■ **What to work on**
Would you transcribe each entry precisely as it stands, setting aside any images?

■ **Data to examine**
┌──

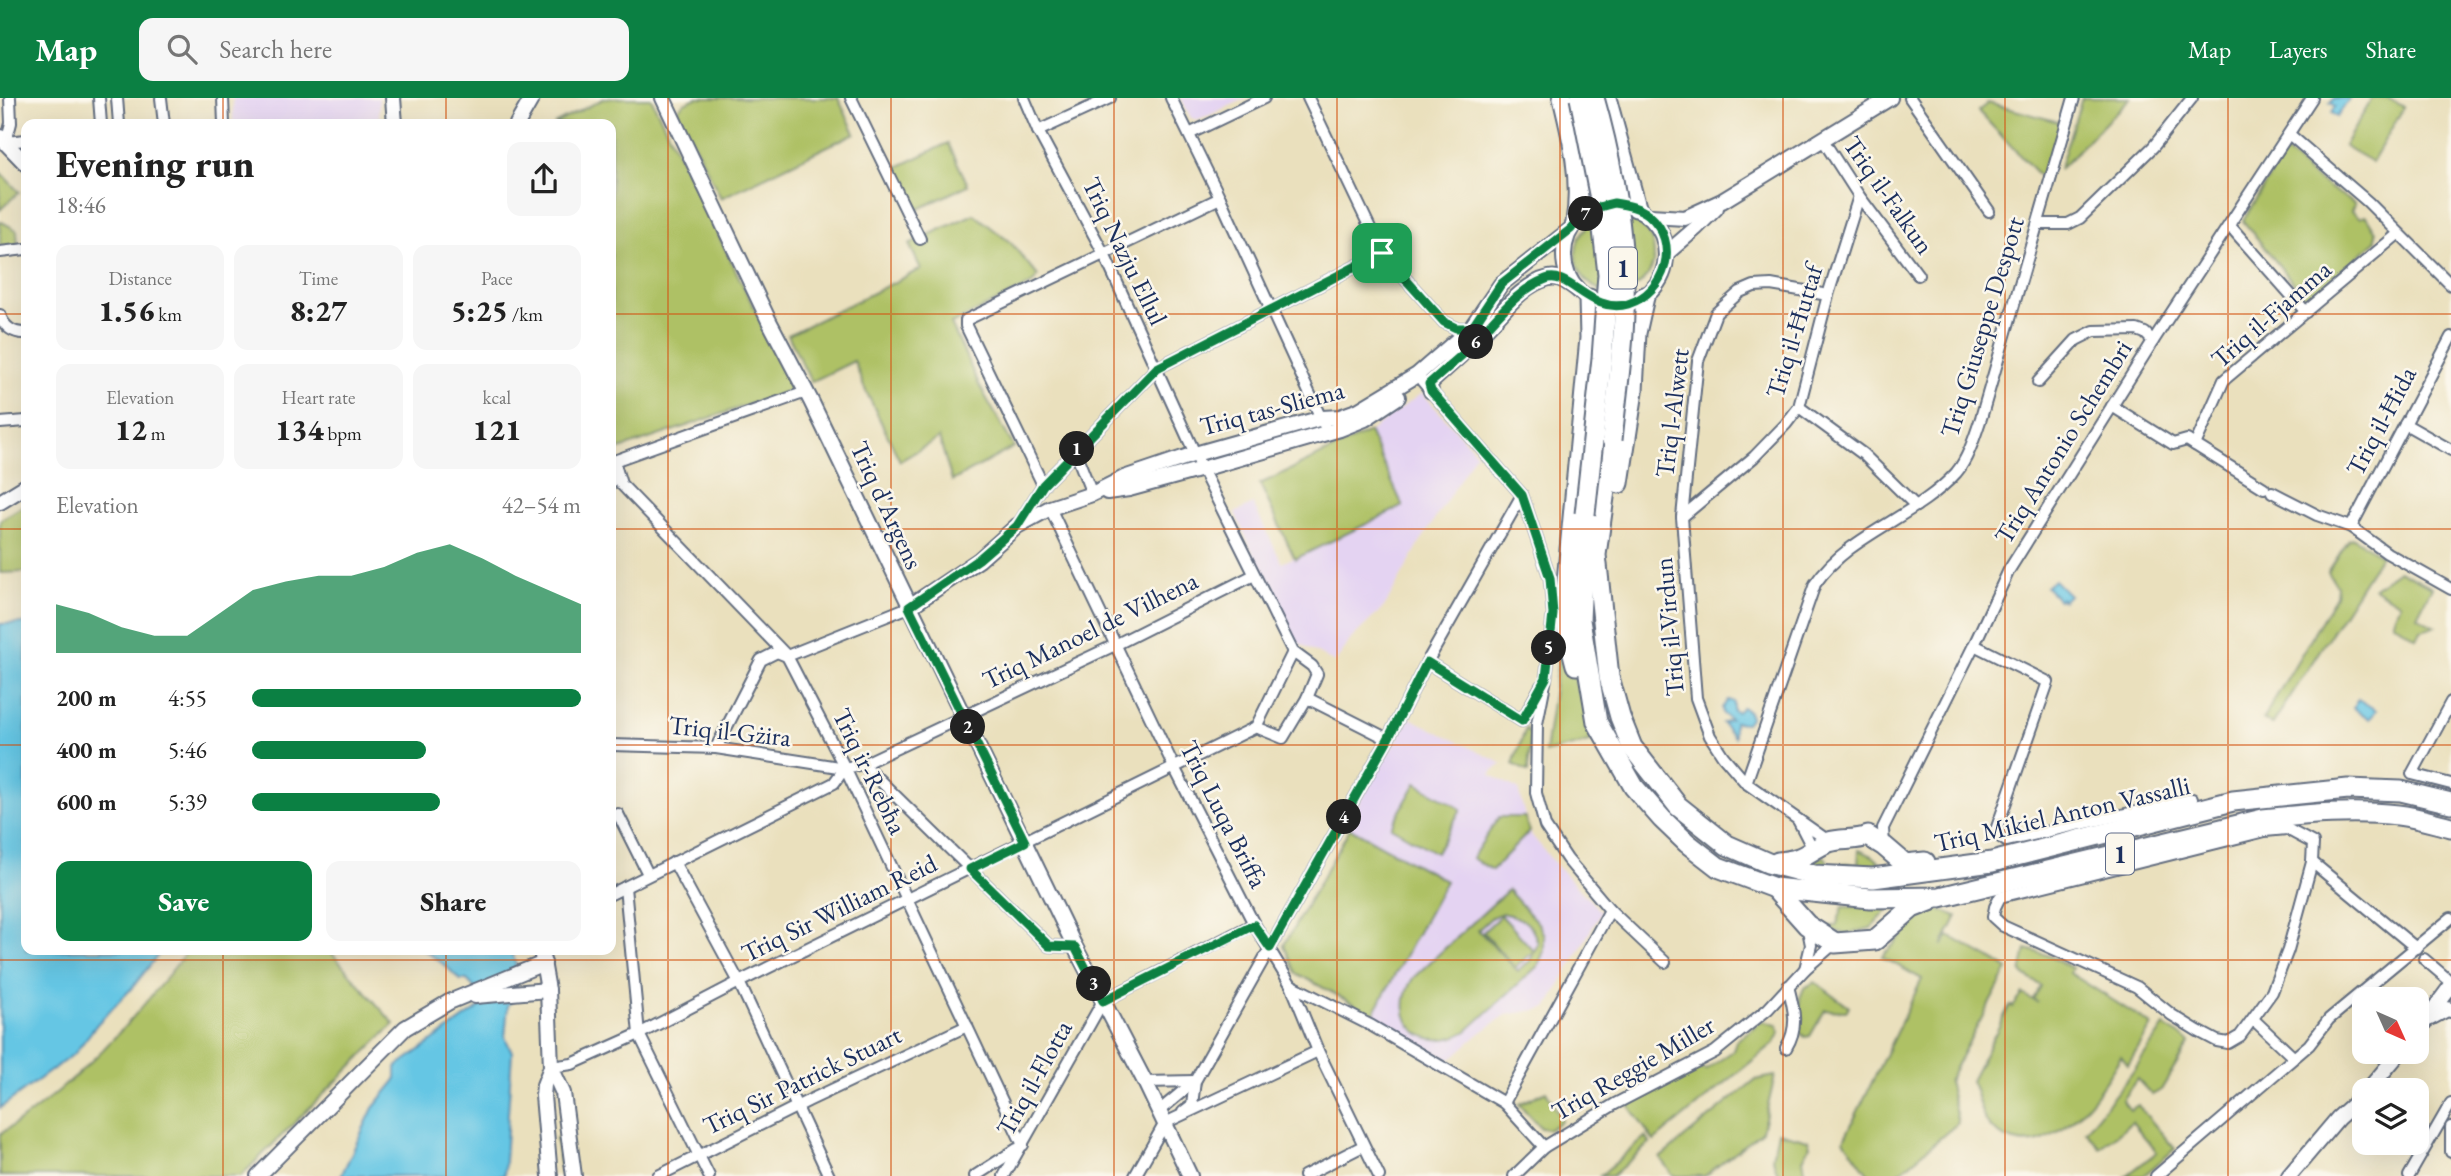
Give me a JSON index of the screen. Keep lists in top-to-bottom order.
{
  "streets": {
    "highway": ["1", "Triq Mikiel Anton Vassalli"],
    "main road": ["Triq tas-Sliema", "Triq d'Argens"],
    "street": [
      "Triq il-Falkun",
      "Triq Nazju Ellul",
      "Triq il-Fjamma",
      "Triq Giuseppe Despott",
      "Triq il-Ħuttaf",
      "Triq l-Alwett",
      "Triq il-Ħida",
      "Triq Antonio Schembri",
      "Triq il-Virdun",
      "Triq Manoel de Vilhena",
      "Triq il-Gżira",
      "Triq ir-Rebħa",
      "Triq Luqa Briffa",
      "Triq Sir William Reid",
      "Triq Reggie Miller",
      "Triq il-Flotta",
      "Triq Sir Patrick Stuart"
    ]
  },
  "crossings": [
    ["Triq il-Falkun", "Triq il-Ħuttaf"],
    ["Triq Nazju Ellul", "Triq tas-Sliema"],
    ["Triq Nazju Ellul", "Triq Manoel de Vilhena"],
    ["1", "Triq Antonio Schembri"],
    ["1", "Triq Mikiel Anton Vassalli"],
    ["1", "Triq Reggie Miller"],
    ["Triq Giuseppe Despott", "Triq il-Virdun"],
    ["Triq il-Ħuttaf", "Triq l-Alwett"],
    ["Triq il-Ħuttaf", "Triq il-Virdun"],
    ["Triq tas-Sliema", "Triq d'Argens"],
    ["Triq tas-Sliema", "Triq il-Gżira"],
    ["Triq tas-Sliema", "Triq ir-Rebħa"],
    ["Triq tas-Sliema", "Triq Luqa Briffa"],
    ["Triq l-Alwett", "Triq il-Virdun"],
    ["Triq d'Argens", "Triq Manoel de Vilhena"],
    ["Triq d'Argens", "Triq Sir William Reid"],
    ["Triq d'Argens", "Triq il-Flotta"],
    ["Triq Manoel de Vilhena", "Triq il-Gżira"],
    ["Triq Manoel de Vilhena", "Triq ir-Rebħa"],
    ["Triq Manoel de Vilhena", "Triq Luqa Briffa"],
    ["Triq il-Gżira", "Triq ir-Rebħa"],
    ["Triq ir-Rebħa", "Triq Sir William Reid"],
    ["Triq ir-Rebħa", "Triq il-Flotta"],
    ["Triq ir-Rebħa", "Triq Sir Patrick Stuart"],
    ["Triq Luqa Briffa", "Triq Sir William Reid"]
  ],
  "north": "bottom right",
  "page": {
    "header": "Map",
    "search": "Search here",
    "nav": ["Map", "Layers", "Share"],
    "heading": ["Evening run", "18:46"],
    "pins": [
      "7",
      "6",
      "1",
      "5",
      "2",
      "4",
      "3"
    ],
    "stats": [
      ["Distance", "1.56 km"],
      ["Time", "8:27"],
      ["Pace", "5:25 /km"],
      ["Elevation", "12 m"],
      ["Heart rate", "134 bpm"],
      ["kcal", "121"]
    ],
    "chart": ["Elevation", "42–54 m"],
    "list": [
      {
        "name": "200 m",
        "note": "4:55"
      },
      {
        "name": "400 m",
        "note": "5:46"
      },
      {
        "name": "600 m",
        "note": "5:39"
      }
    ],
    "buttons": ["Save", "Share"]
  }
}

└──

■ **Exercise answer**
Give me a JSON index of the screen. Keep lists in top-to-bottom order.
{
  "streets": {
    "highway": ["1", "Triq Mikiel Anton Vassalli"],
    "main road": ["Triq tas-Sliema", "Triq d'Argens"],
    "street": [
      "Triq il-Falkun",
      "Triq Nazju Ellul",
      "Triq il-Fjamma",
      "Triq Giuseppe Despott",
      "Triq il-Ħuttaf",
      "Triq l-Alwett",
      "Triq il-Ħida",
      "Triq Antonio Schembri",
      "Triq il-Virdun",
      "Triq Manoel de Vilhena",
      "Triq il-Gżira",
      "Triq ir-Rebħa",
      "Triq Luqa Briffa",
      "Triq Sir William Reid",
      "Triq Reggie Miller",
      "Triq il-Flotta",
      "Triq Sir Patrick Stuart"
    ]
  },
  "crossings": [
    ["Triq il-Falkun", "Triq il-Ħuttaf"],
    ["Triq Nazju Ellul", "Triq tas-Sliema"],
    ["Triq Nazju Ellul", "Triq Manoel de Vilhena"],
    ["1", "Triq Antonio Schembri"],
    ["1", "Triq Mikiel Anton Vassalli"],
    ["1", "Triq Reggie Miller"],
    ["Triq Giuseppe Despott", "Triq il-Virdun"],
    ["Triq il-Ħuttaf", "Triq l-Alwett"],
    ["Triq il-Ħuttaf", "Triq il-Virdun"],
    ["Triq tas-Sliema", "Triq d'Argens"],
    ["Triq tas-Sliema", "Triq il-Gżira"],
    ["Triq tas-Sliema", "Triq ir-Rebħa"],
    ["Triq tas-Sliema", "Triq Luqa Briffa"],
    ["Triq l-Alwett", "Triq il-Virdun"],
    ["Triq d'Argens", "Triq Manoel de Vilhena"],
    ["Triq d'Argens", "Triq Sir William Reid"],
    ["Triq d'Argens", "Triq il-Flotta"],
    ["Triq Manoel de Vilhena", "Triq il-Gżira"],
    ["Triq Manoel de Vilhena", "Triq ir-Rebħa"],
    ["Triq Manoel de Vilhena", "Triq Luqa Briffa"],
    ["Triq il-Gżira", "Triq ir-Rebħa"],
    ["Triq ir-Rebħa", "Triq Sir William Reid"],
    ["Triq ir-Rebħa", "Triq il-Flotta"],
    ["Triq ir-Rebħa", "Triq Sir Patrick Stuart"],
    ["Triq Luqa Briffa", "Triq Sir William Reid"]
  ],
  "north": "bottom right",
  "page": {
    "header": "Map",
    "search": "Search here",
    "nav": ["Map", "Layers", "Share"],
    "heading": ["Evening run", "18:46"],
    "pins": [
      "7",
      "6",
      "1",
      "5",
      "2",
      "4",
      "3"
    ],
    "stats": [
      ["Distance", "1.56 km"],
      ["Time", "8:27"],
      ["Pace", "5:25 /km"],
      ["Elevation", "12 m"],
      ["Heart rate", "134 bpm"],
      ["kcal", "121"]
    ],
    "chart": ["Elevation", "42–54 m"],
    "list": [
      {
        "name": "200 m",
        "note": "4:55"
      },
      {
        "name": "400 m",
        "note": "5:46"
      },
      {
        "name": "600 m",
        "note": "5:39"
      }
    ],
    "buttons": ["Save", "Share"]
  }
}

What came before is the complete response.